- [EXERCISE REQUIREMENTS]: Retype the data exactly. Spelling and punctuation stay as they are.

- [RECORDS SUPPLIED]:
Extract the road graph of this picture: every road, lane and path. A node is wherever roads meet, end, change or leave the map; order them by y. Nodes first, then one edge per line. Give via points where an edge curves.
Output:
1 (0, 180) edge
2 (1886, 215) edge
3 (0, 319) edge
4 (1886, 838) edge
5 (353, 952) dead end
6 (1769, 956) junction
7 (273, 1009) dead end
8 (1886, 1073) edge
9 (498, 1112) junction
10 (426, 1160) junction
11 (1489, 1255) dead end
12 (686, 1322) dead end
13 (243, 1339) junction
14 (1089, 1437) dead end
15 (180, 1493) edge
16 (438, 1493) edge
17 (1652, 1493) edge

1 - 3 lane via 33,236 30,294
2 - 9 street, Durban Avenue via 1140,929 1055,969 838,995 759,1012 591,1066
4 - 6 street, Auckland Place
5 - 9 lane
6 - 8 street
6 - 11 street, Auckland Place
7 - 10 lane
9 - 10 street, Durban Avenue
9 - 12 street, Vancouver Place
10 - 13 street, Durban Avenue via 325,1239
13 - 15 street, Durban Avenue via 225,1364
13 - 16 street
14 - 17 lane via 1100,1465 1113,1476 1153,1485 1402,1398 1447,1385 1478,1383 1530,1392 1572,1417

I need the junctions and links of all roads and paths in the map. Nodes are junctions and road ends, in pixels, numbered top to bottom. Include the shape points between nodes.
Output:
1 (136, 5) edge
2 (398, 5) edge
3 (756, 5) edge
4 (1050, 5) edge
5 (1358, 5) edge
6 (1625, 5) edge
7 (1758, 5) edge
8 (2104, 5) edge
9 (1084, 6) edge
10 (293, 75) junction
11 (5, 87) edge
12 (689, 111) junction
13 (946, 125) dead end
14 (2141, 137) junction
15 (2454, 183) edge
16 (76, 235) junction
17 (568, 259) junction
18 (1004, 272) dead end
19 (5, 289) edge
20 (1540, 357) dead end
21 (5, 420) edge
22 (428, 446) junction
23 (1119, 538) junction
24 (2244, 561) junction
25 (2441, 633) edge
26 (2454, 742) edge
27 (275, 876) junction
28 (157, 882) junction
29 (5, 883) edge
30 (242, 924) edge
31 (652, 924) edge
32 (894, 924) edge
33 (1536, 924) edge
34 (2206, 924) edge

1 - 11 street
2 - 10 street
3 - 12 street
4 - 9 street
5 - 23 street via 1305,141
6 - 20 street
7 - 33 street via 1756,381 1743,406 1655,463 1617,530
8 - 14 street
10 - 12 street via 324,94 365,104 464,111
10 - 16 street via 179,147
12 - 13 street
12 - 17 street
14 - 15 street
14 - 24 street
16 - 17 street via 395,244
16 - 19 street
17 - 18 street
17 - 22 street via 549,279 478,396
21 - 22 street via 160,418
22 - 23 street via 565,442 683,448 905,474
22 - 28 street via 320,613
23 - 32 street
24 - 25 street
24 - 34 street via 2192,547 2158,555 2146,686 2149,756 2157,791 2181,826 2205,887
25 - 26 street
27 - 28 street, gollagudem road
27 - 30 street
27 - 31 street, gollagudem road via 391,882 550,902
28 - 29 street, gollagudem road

- [YOUR SOLUTION]:
Extract the road graph of this picture: every road, lane and path. A node is wherever roads meet, end, change or leave the map; order them by y. Nodes first, then one edge per line. Give via points where an edge curves.
Output:
1 (0, 180) edge
2 (1886, 215) edge
3 (0, 319) edge
4 (1886, 838) edge
5 (353, 952) dead end
6 (1769, 956) junction
7 (273, 1009) dead end
8 (1886, 1073) edge
9 (498, 1112) junction
10 (426, 1160) junction
11 (1489, 1255) dead end
12 (686, 1322) dead end
13 (243, 1339) junction
14 (1089, 1437) dead end
15 (180, 1493) edge
16 (438, 1493) edge
17 (1652, 1493) edge

1 - 3 lane via 33,236 30,294
2 - 9 street, Durban Avenue via 1140,929 1055,969 838,995 759,1012 591,1066
4 - 6 street, Auckland Place
5 - 9 lane
6 - 8 street
6 - 11 street, Auckland Place
7 - 10 lane
9 - 10 street, Durban Avenue
9 - 12 street, Vancouver Place
10 - 13 street, Durban Avenue via 325,1239
13 - 15 street, Durban Avenue via 225,1364
13 - 16 street
14 - 17 lane via 1100,1465 1113,1476 1153,1485 1402,1398 1447,1385 1478,1383 1530,1392 1572,1417

I need the junctions and links of all roads and paths in the map. Nodes are junctions and road ends, in pixels, numbered top to bottom. Include the shape points between nodes.
Output:
1 (136, 5) edge
2 (398, 5) edge
3 (756, 5) edge
4 (1050, 5) edge
5 (1358, 5) edge
6 (1625, 5) edge
7 (1758, 5) edge
8 (2104, 5) edge
9 (1084, 6) edge
10 (293, 75) junction
11 (5, 87) edge
12 (689, 111) junction
13 (946, 125) dead end
14 (2141, 137) junction
15 (2454, 183) edge
16 (76, 235) junction
17 (568, 259) junction
18 (1004, 272) dead end
19 (5, 289) edge
20 (1540, 357) dead end
21 (5, 420) edge
22 (428, 446) junction
23 (1119, 538) junction
24 (2244, 561) junction
25 (2441, 633) edge
26 (2454, 742) edge
27 (275, 876) junction
28 (157, 882) junction
29 (5, 883) edge
30 (242, 924) edge
31 (652, 924) edge
32 (894, 924) edge
33 (1536, 924) edge
34 (2206, 924) edge

1 - 11 street
2 - 10 street
3 - 12 street
4 - 9 street
5 - 23 street via 1305,141
6 - 20 street
7 - 33 street via 1756,381 1743,406 1655,463 1617,530
8 - 14 street
10 - 12 street via 324,94 365,104 464,111
10 - 16 street via 179,147
12 - 13 street
12 - 17 street
14 - 15 street
14 - 24 street
16 - 17 street via 395,244
16 - 19 street
17 - 18 street
17 - 22 street via 549,279 478,396
21 - 22 street via 160,418
22 - 23 street via 565,442 683,448 905,474
22 - 28 street via 320,613
23 - 32 street
24 - 25 street
24 - 34 street via 2192,547 2158,555 2146,686 2149,756 2157,791 2181,826 2205,887
25 - 26 street
27 - 28 street, gollagudem road
27 - 30 street
27 - 31 street, gollagudem road via 391,882 550,902
28 - 29 street, gollagudem road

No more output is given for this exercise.